**Records for the exercise:**
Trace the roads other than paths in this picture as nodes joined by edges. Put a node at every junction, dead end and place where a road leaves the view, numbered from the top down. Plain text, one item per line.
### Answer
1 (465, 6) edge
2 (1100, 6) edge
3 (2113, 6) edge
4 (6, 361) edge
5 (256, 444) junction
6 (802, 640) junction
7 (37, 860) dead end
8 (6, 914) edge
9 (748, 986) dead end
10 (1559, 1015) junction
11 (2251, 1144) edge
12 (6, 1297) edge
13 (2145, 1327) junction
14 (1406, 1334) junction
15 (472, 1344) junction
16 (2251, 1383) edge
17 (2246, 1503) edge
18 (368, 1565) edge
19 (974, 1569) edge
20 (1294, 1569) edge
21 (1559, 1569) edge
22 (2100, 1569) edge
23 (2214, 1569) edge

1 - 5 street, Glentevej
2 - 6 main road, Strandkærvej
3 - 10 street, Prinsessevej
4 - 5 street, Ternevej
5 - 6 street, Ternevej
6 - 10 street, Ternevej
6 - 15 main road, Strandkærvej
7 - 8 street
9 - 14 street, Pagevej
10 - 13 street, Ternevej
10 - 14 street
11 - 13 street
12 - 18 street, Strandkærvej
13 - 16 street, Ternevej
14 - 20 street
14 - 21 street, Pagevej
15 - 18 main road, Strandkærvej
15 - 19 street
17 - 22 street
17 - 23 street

**Task to complete:** The whole of the data is to be copied out word for word.

**Answer for this exercise:**
Trace the roads other than paths in this picture as nodes joined by edges. Put a node at every junction, dead end and place where a road leaves the view, numbered from the top down. Plain text, one item per line.
### Answer
1 (465, 6) edge
2 (1100, 6) edge
3 (2113, 6) edge
4 (6, 361) edge
5 (256, 444) junction
6 (802, 640) junction
7 (37, 860) dead end
8 (6, 914) edge
9 (748, 986) dead end
10 (1559, 1015) junction
11 (2251, 1144) edge
12 (6, 1297) edge
13 (2145, 1327) junction
14 (1406, 1334) junction
15 (472, 1344) junction
16 (2251, 1383) edge
17 (2246, 1503) edge
18 (368, 1565) edge
19 (974, 1569) edge
20 (1294, 1569) edge
21 (1559, 1569) edge
22 (2100, 1569) edge
23 (2214, 1569) edge

1 - 5 street, Glentevej
2 - 6 main road, Strandkærvej
3 - 10 street, Prinsessevej
4 - 5 street, Ternevej
5 - 6 street, Ternevej
6 - 10 street, Ternevej
6 - 15 main road, Strandkærvej
7 - 8 street
9 - 14 street, Pagevej
10 - 13 street, Ternevej
10 - 14 street
11 - 13 street
12 - 18 street, Strandkærvej
13 - 16 street, Ternevej
14 - 20 street
14 - 21 street, Pagevej
15 - 18 main road, Strandkærvej
15 - 19 street
17 - 22 street
17 - 23 street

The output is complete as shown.